Growing up in Turkey: Dare to Disappoint by Özge Samanci

Growing up in Turkey: Dare to Disappoint by Özge Samanci

What’s it like to grow up in Turkey in the 1980s and early 1990s? Marzena Sowa wrote Marzi, a graphic novel about her childhood in 1980s-era Poland. Marjane Satrapi created Persepolis, about her childhood during the Iranian Revolution, Riad Sattouf tells the story of his childhood growing up in Syria and Libya in The Arab of the Future, and now, we have Özge Samanci who tells her own story of growing up in a post-1980 coup in Turkey. Her graphic memoir, Dare to Disappoint, spans slightly over a decade, starting with Samanci’s childhood in her native Izmir, until her university years in Istanbul.

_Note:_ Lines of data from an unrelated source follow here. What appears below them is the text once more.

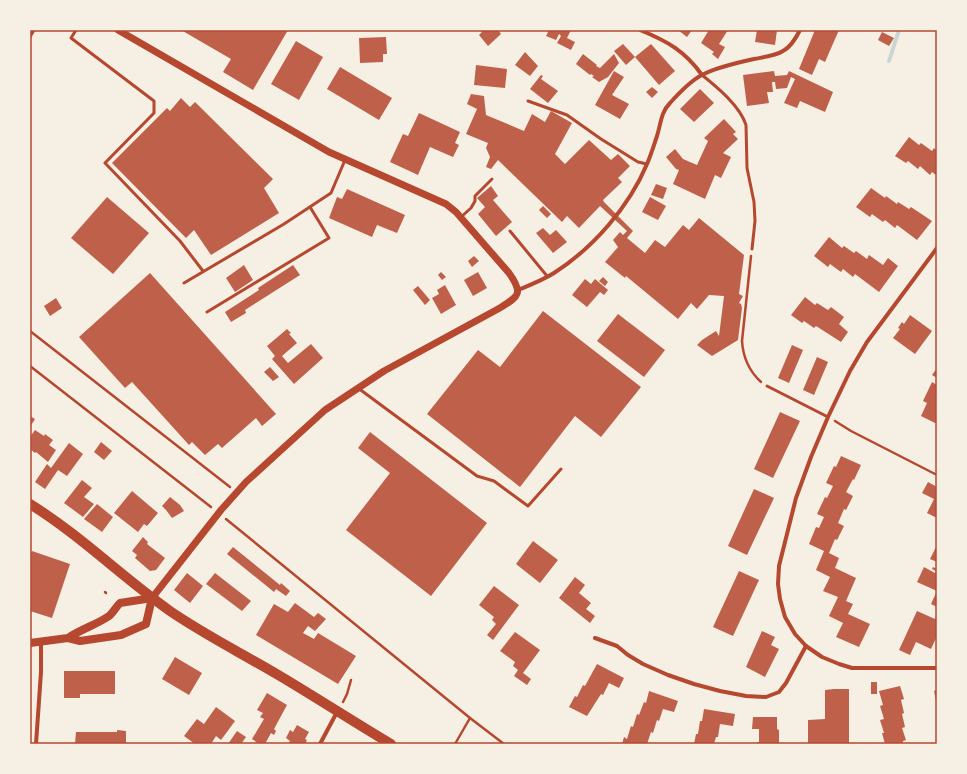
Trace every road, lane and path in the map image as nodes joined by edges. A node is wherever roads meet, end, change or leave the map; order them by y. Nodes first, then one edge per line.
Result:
1 (34, 30) edge
2 (76, 30) edge
3 (118, 30) edge
4 (640, 30) edge
5 (800, 30) edge
6 (30, 37) edge
7 (702, 75) junction
8 (528, 100) dead end
9 (345, 160) junction
10 (647, 164) junction
11 (492, 178) dead end
12 (310, 207) junction
13 (461, 217) junction
14 (510, 231) dead end
15 (937, 248) edge
16 (752, 249) joint
17 (203, 271) junction
18 (547, 276) junction
19 (184, 283) dead end
20 (518, 290) junction
21 (207, 312) dead end
22 (30, 331) edge
23 (30, 366) edge
24 (767, 386) joint
25 (358, 388) junction
26 (828, 417) junction
27 (561, 469) dead end
28 (937, 475) edge
29 (237, 492) junction
30 (205, 503) dead end
31 (30, 504) edge
32 (225, 519) dead end
33 (152, 598) junction
34 (68, 638) junction
35 (595, 638) dead end
36 (41, 642) junction
37 (30, 643) edge
38 (806, 646) junction
39 (937, 668) edge
40 (351, 680) dead end
41 (338, 712) junction
42 (470, 718) junction
43 (36, 744) edge
44 (320, 744) edge
45 (392, 744) edge
46 (455, 744) edge
47 (504, 744) edge

1 - 6 lane
2 - 17 lane
3 - 9 street
4 - 7 street
5 - 7 street
7 - 10 street
7 - 16 lane
8 - 10 lane
9 - 12 lane
9 - 13 street
10 - 18 street
11 - 13 lane
12 - 17 lane
12 - 21 lane
13 - 20 street
14 - 18 lane
15 - 26 street
16 - 24 path
17 - 19 lane
18 - 20 street
20 - 25 street
22 - 29 path
23 - 30 path
24 - 26 lane
25 - 27 lane
25 - 29 street
26 - 28 path
26 - 38 street
29 - 33 street
31 - 33 main road
32 - 42 path
33 - 34 main road
33 - 34 main road
33 - 41 main road
34 - 36 main road
35 - 38 street
36 - 37 main road
36 - 43 street
38 - 39 street
40 - 41 path
41 - 44 street
41 - 45 main road
42 - 46 path
42 - 47 path

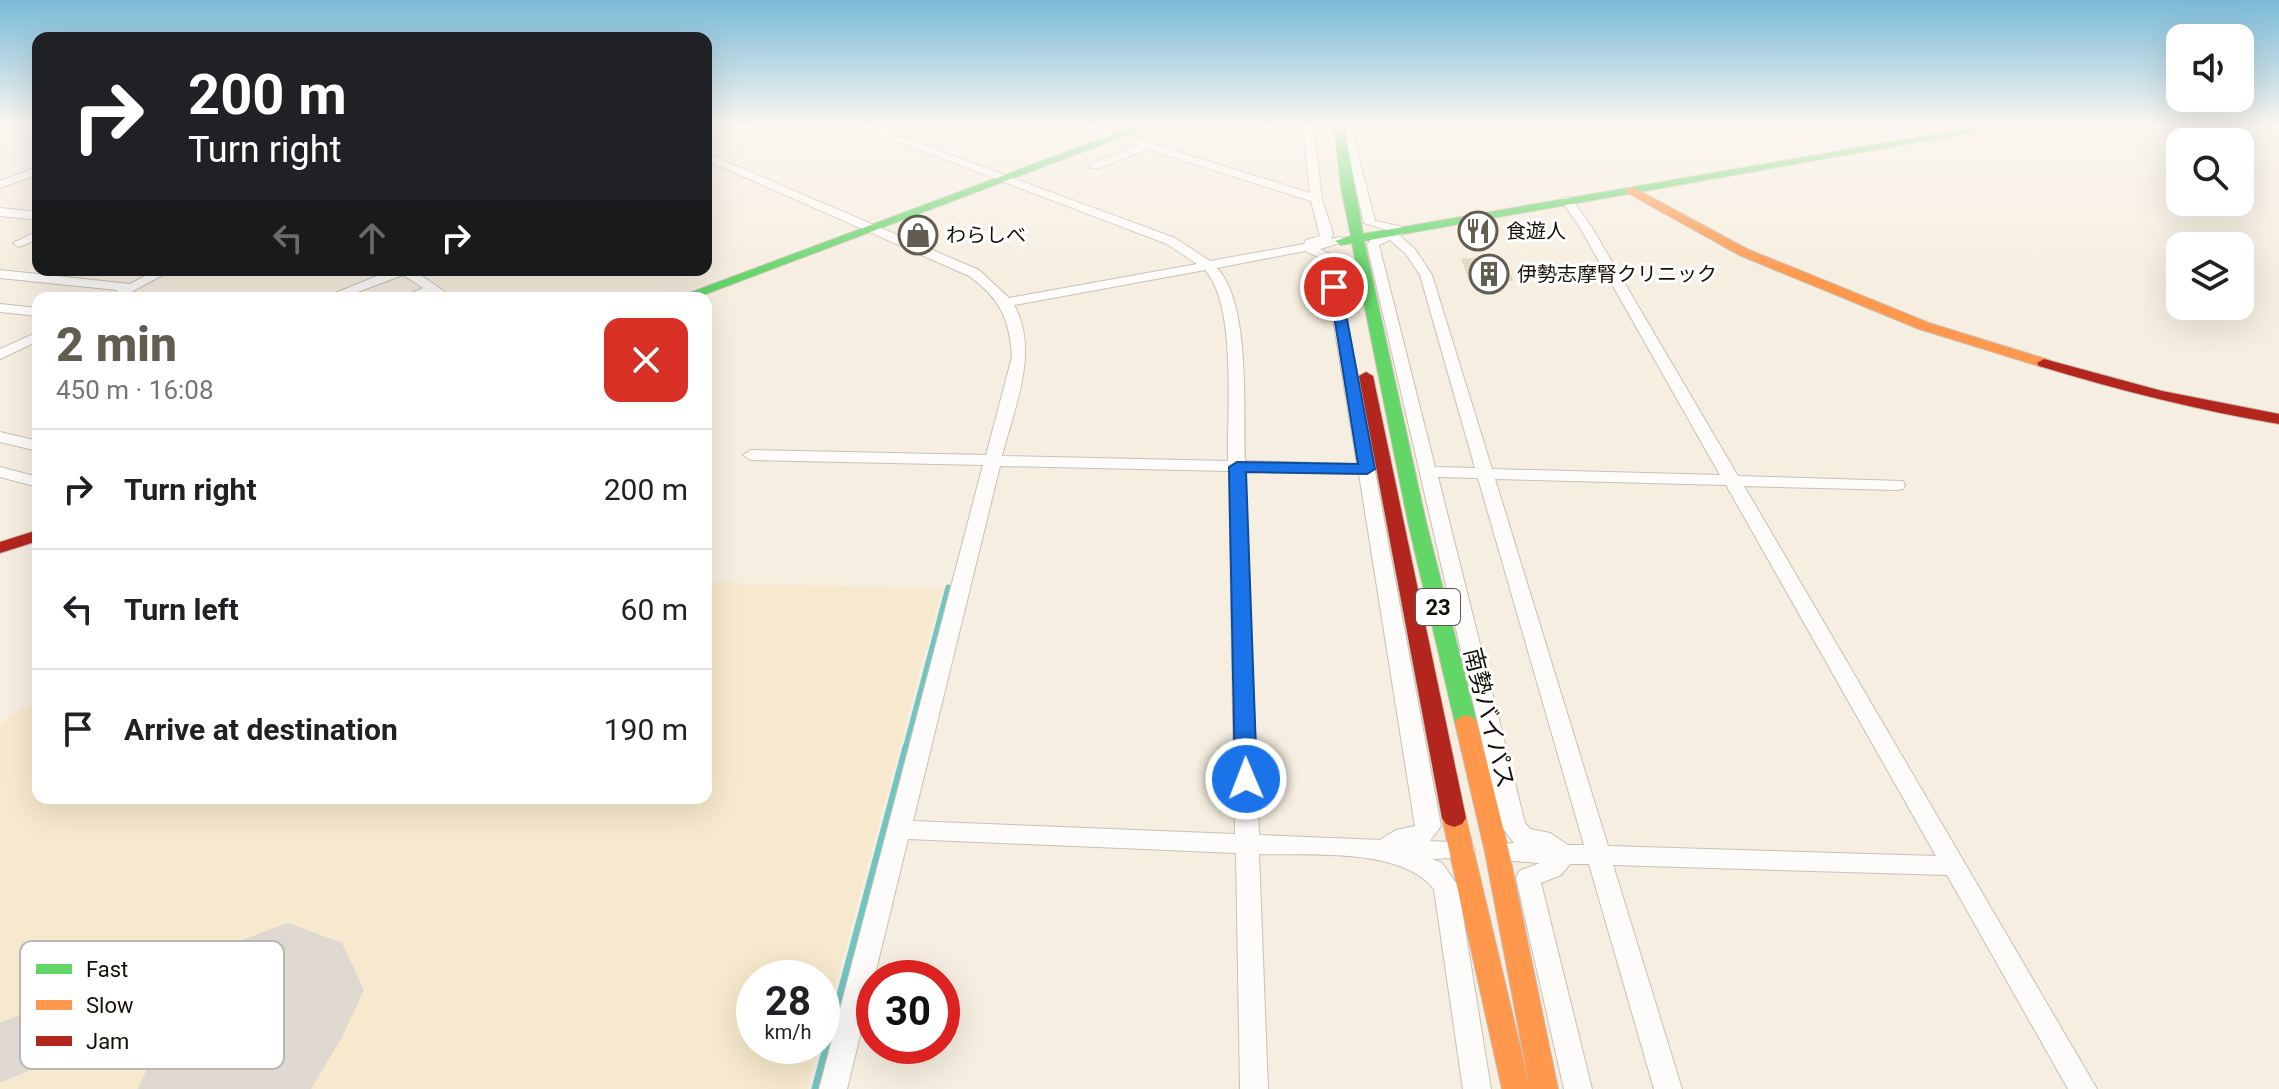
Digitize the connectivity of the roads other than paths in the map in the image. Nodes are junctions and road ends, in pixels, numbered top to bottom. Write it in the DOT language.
graph roads {
  1 [pos="28,174"];
  2 [pos="744,174"];
  3 [pos="991,174"];
  4 [pos="1013,174"];
  5 [pos="1235,174"];
  6 [pos="1315,174"];
  7 [pos="1326,174"];
  8 [pos="1344,174"];
  9 [pos="1358,174"];
  10 [pos="1724,174"];
  11 [pos="1002,178"];
  12 [pos="0,185"];
  13 [pos="1630,190"];
  14 [pos="1316,199"];
  15 [pos="1567,200"];
  16 [pos="0,212"];
  17 [pos="32,215"];
  18 [pos="870,228"];
  19 [pos="1397,234"];
  20 [pos="32,238"];
  21 [pos="1350,240"];
  22 [pos="19,243"];
  23 [pos="1308,248"];
  24 [pos="1209,267"];
  25 [pos="0,274"];
  26 [pos="155,276"];
  27 [pos="388,276"];
  28 [pos="413,276"];
  29 [pos="132,288"];
  30 [pos="432,289"];
  31 [pos="124,292"];
  32 [pos="345,292"];
  33 [pos="423,292"];
  34 [pos="437,292"];
  35 [pos="699,292"];
  36 [pos="1007,302"];
  37 [pos="0,308"];
  38 [pos="32,311"];
  39 [pos="32,339"];
  40 [pos="0,355"];
  41 [pos="2279,419"];
  42 [pos="32,435"];
  43 [pos="0,437"];
  44 [pos="20,442"];
  45 [pos="32,445"];
  46 [pos="751,455"];
  47 [pos="993,461"];
  48 [pos="1237,467"];
  49 [pos="1367,469"];
  50 [pos="0,472"];
  51 [pos="1429,472"];
  52 [pos="1486,473"];
  53 [pos="32,480"];
  54 [pos="1734,481"];
  55 [pos="1897,485"];
  56 [pos="32,537"];
  57 [pos="3,544"];
  58 [pos="898,829"];
  59 [pos="1248,842"];
  60 [pos="1459,849"];
  61 [pos="1384,850"];
  62 [pos="1497,852"];
  63 [pos="1564,854"];
  64 [pos="1597,856"];
  65 [pos="1955,866"];
  66 [pos="833,1089"];
  67 [pos="1254,1089"];
  68 [pos="1477,1089"];
  69 [pos="1516,1089"];
  70 [pos="1544,1089"];
  71 [pos="1578,1089"];
  72 [pos="1668,1089"];
  73 [pos="2083,1089"];
  1 -- 12 [label="street"];
  2 -- 18 [label="street"];
  3 -- 11 [label="street"];
  4 -- 11 [label="main road"];
  5 -- 14 [label="street"];
  6 -- 14 [label="street"];
  7 -- 21 [label="main road, 南勢バイパス / 23"];
  8 -- 21 [label="main road, 南勢バイパス / 23"];
  9 -- 19 [label="street"];
  10 -- 13 [label="main road"];
  11 -- 18 [label="main road"];
  11 -- 24 [label="street"];
  13 -- 15 [label="main road"];
  13 -- 41 [label="main road"];
  14 -- 23 [label="street"];
  15 -- 19 [label="main road"];
  15 -- 54 [label="street"];
  16 -- 17 [label="street"];
  18 -- 35 [label="main road"];
  18 -- 36 [label="street"];
  19 -- 21 [label="main road"];
  19 -- 51 [label="street"];
  19 -- 52 [label="street"];
  20 -- 22 [label="street"];
  21 -- 23 [label="street"];
  21 -- 60 [label="main road, 南勢バイパス / 23"];
  21 -- 62 [label="main road, 南勢バイパス / 23"];
  23 -- 24 [label="street"];
  23 -- 49 [label="street"];
  24 -- 36 [label="street"];
  24 -- 48 [label="street"];
  25 -- 29 [label="street"];
  26 -- 29 [label="street"];
  27 -- 32 [label="street"];
  28 -- 30 [label="street"];
  29 -- 31 [label="street"];
  30 -- 33 [label="street"];
  30 -- 34 [label="street"];
  36 -- 47 [label="street"];
  37 -- 38 [label="street"];
  39 -- 40 [label="street"];
  42 -- 44 [label="street"];
  43 -- 44 [label="street"];
  44 -- 45 [label="street"];
  46 -- 47 [label="street"];
  47 -- 48 [label="street"];
  47 -- 58 [label="street"];
  48 -- 49 [label="street"];
  48 -- 59 [label="street"];
  49 -- 61 [label="street"];
  50 -- 53 [label="street"];
  51 -- 52 [label="street"];
  51 -- 63 [label="street"];
  52 -- 54 [label="street"];
  52 -- 64 [label="street"];
  54 -- 55 [label="street"];
  54 -- 65 [label="street"];
  56 -- 57 [label="main road"];
  58 -- 59 [label="street"];
  58 -- 66 [label="street"];
  59 -- 61 [label="street"];
  59 -- 67 [label="street"];
  60 -- 61 [label="street"];
  60 -- 62 [label="street"];
  60 -- 69 [label="main road, 南勢バイパス / 23"];
  61 -- 68 [label="street"];
  62 -- 63 [label="street"];
  62 -- 70 [label="main road, 南勢バイパス / 23"];
  63 -- 64 [label="street"];
  63 -- 71 [label="street"];
  64 -- 65 [label="street"];
  64 -- 72 [label="street"];
  65 -- 73 [label="street"];
}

Dare to Disappoint by Özge Samanci.

Dare to Disappoint by Özge Samanci.


It is always fascinating to experience historical, cultural and political shifts in a country through the eyes of a child, and comics are an excellent medium to draw the reader right into the center of that individual’s universe and their imagination. While Turkey’s history is certainly rich in tensions and conflicts, it is Samanci’s own world is what makes this graphic novel striking.

In the beginning of the book, we see little Özge walk in her underwear and tank top in front of a picture of Atatürk hanging in the family home’s dining room, “I should have put on my skirt to walk in front of Atatürk. I am sorry. I am sorry” we read in her thought bubble. Right next to the frame of the founder of the Republic stands her cool and independent uncle who tells her she is being brainwashed at school. It is a funny yet troubling scene: the cult of personality around Atatürk is real. As Samanci reminds us in her graphic novel, students repeat the famous oath starting with “I am a Turk, I am honest, I am hardworking…” 800 times before they graduate from primary school.

We meet six-year old Özge as she starts to dream about going to school, standing on her balcony at home and looking through binoculars at her sister Pelin waving back at her and her mom from the school yard. It is a lovely scene that sets the tone and energy of this little girl who is eager to learn, and to grow up. Samanci’s style also captures the clash between the girl’s dream and the reality of the world that surrounds her in lovely and subtle ways: she uses traditional square frames, vertical rows, large images at the centre of a page to try to show there are many possibilities – to tell a story, but also to lead a life. Next to minimalist line drawing she also uses collage and photographs, bringing us back to reality but always through the lens of the child and the artist.

But growing up in Turkey is not the same as growing up in a Western country – as Samanci also beautifully illustrates in her book: Özge is having an argument with the poster of Commandant Cousteau that her mother found in a foreign magazine, and that Özge hung up in her room after she had been fascinated by a documentary she had seen on TV: “Don’t imitate your sister. Do what you want to do.” Cousteau tells her. Özge responds, agitated and slightly hyperactive: “How am I going to learn scuba diving? There is no school for that. How am I going to get a boat? You were born in France. You got support from the military. You are a man and I am a woman…and this is Turkey!" she ends up shouting at him. She silences Jacques Cousteau’s voice by pasting a periodic table over his face. Only towards the end of the book will she be ready to face him again.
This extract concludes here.